The Irmo Okra Strut is the first in-person festival to return, but not the largest. 

Advance tickets for the South Carolina State Fair, scheduled for Oct. 13-24, are now on sale. The Fair, which was a drive-through food and exhibit event last year, returns fully as an in-person event this year. 

While organizers are stressing attendees wear face masks and practice social distancing while at the Fair, they have also posted a COVID-19 warning on SCStateFair.org that states:

COVID-19 exposure is an inherent risk in any public locations where people are present: Guests should only attend after evaluating their own health risks. Purchase of a ticket and entry onto the Fairgrounds constitutes your understanding of these risks and your willingness to undertake the risk of exposure. No refunds will be given following your entry on to the Fairgrounds. We encourage each guest to take responsibility for their own health and safety, in addition to acting with care for the health and safety of those around them.

Hand sanitizer stations and cashless payment options will be added for visitors and South Carolina State Fair employees will increase maintenance of public areas and follow CDC guidelines.

Organizers of Newberry Oktoberfest announced on Thursday, Sept. 16, that the city's celebration of German heritage is scheduled for October 2. The event that takes place in downtown Newberry features Germain cuisines, biergartens, kindertown, live music, arts and crafts, and antique cars. Newberry Oktoberfest also draws about 30,000 visitors to the area. Organizers are asked to review and abide by the festival's COVID-19 Attendee Policy that asks festivalgoers to wear a mask, practice social distancing, and recommends protecting themselves by getting vaccinated. The policy states: Attendees not respectful toward festival staff, volunteers, vendors, and other attendees will be asked to leave the festival.

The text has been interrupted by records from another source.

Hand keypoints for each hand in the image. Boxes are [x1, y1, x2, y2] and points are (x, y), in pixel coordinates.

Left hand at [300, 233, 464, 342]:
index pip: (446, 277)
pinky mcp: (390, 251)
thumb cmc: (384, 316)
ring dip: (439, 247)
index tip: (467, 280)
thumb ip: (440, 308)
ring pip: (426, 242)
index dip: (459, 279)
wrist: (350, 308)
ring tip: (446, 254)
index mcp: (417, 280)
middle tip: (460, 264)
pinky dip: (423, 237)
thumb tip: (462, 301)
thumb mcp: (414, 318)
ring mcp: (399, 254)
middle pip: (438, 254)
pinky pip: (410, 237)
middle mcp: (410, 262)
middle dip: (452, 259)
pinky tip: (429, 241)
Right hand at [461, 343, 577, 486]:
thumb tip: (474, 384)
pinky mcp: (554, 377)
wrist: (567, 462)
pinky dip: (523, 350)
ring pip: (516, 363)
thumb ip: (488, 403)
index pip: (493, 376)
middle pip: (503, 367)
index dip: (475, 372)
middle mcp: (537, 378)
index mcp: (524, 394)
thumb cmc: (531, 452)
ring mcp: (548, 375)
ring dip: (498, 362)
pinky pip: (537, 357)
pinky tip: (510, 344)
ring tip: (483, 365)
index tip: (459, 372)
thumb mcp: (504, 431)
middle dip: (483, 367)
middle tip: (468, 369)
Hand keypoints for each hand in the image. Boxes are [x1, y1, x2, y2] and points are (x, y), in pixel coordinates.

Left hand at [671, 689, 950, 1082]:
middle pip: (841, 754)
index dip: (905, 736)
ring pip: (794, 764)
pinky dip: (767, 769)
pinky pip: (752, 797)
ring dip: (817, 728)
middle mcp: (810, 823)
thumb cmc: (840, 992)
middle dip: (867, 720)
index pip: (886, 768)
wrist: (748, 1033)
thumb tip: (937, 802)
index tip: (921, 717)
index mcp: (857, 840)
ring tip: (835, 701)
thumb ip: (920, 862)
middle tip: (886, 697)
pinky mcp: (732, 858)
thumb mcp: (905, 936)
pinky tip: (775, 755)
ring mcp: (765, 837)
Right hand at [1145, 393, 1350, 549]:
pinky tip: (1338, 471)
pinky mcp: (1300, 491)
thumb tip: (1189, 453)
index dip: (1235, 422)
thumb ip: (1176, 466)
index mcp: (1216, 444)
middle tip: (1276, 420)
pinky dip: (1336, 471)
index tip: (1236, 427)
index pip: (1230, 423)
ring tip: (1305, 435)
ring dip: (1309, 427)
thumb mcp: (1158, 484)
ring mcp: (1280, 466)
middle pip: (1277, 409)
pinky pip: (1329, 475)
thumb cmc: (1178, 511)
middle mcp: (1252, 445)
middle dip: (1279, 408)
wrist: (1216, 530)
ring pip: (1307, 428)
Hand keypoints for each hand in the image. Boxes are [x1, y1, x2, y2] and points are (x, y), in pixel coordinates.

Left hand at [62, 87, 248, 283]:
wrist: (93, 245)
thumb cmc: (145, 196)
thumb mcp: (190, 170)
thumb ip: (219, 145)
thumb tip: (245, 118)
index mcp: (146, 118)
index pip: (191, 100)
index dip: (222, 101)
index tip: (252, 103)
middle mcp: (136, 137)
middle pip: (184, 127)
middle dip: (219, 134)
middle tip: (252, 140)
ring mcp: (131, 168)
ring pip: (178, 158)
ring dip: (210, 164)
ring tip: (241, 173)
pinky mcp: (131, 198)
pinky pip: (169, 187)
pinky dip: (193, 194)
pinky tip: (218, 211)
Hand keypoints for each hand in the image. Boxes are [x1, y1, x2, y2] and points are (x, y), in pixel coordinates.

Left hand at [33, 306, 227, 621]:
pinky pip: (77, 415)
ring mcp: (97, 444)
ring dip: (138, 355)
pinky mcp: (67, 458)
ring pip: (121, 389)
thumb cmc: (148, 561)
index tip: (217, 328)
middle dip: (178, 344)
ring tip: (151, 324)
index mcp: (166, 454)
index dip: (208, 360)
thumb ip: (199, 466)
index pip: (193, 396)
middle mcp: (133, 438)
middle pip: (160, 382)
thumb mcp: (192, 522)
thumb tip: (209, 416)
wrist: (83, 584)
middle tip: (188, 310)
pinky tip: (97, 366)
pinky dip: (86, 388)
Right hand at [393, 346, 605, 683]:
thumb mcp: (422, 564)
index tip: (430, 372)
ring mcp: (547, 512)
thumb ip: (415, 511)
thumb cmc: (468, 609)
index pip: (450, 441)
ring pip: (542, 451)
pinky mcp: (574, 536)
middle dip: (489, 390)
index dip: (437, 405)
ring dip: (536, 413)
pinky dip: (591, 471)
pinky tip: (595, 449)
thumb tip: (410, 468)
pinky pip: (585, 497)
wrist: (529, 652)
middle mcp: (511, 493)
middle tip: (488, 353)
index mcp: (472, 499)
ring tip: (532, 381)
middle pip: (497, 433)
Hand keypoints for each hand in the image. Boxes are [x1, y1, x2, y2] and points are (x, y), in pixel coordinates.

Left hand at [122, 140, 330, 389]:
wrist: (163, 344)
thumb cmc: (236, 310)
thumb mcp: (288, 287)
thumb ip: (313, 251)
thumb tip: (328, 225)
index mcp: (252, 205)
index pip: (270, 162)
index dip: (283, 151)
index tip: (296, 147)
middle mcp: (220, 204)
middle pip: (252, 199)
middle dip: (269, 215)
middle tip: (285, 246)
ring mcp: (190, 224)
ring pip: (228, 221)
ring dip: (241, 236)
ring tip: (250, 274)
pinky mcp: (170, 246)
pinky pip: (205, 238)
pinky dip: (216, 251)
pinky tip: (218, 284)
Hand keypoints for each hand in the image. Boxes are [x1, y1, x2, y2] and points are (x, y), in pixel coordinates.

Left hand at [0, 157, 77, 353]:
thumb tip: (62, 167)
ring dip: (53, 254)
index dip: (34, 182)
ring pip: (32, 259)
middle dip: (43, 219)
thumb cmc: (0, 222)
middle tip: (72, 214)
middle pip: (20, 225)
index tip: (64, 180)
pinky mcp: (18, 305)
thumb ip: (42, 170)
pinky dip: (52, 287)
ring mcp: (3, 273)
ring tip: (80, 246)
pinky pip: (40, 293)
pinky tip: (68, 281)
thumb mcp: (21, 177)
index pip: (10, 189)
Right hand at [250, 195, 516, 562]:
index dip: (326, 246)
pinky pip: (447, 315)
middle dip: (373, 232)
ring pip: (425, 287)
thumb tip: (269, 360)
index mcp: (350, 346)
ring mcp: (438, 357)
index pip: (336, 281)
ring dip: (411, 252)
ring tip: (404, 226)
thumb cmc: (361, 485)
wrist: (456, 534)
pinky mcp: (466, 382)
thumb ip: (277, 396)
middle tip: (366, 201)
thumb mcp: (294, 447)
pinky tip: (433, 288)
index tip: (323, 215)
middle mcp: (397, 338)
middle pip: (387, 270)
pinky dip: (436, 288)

The biggest test of festivals as spreader events will occur on October 16 when football and fairgoers mix and mingle. The University of South Carolina Gamecocks will host Vanderbilt at Williams-Brice Stadium. Almost 500,000 attend the South Carolina State Fair every year and -- at capacity -- Williams-Brice can accommodate 80,000 fans.

On Thursday, Sept. 15, South Carolina's Department of Health and Environmental Control (DHEC) reported 4,306 new COVID-19 cases and 49 deaths.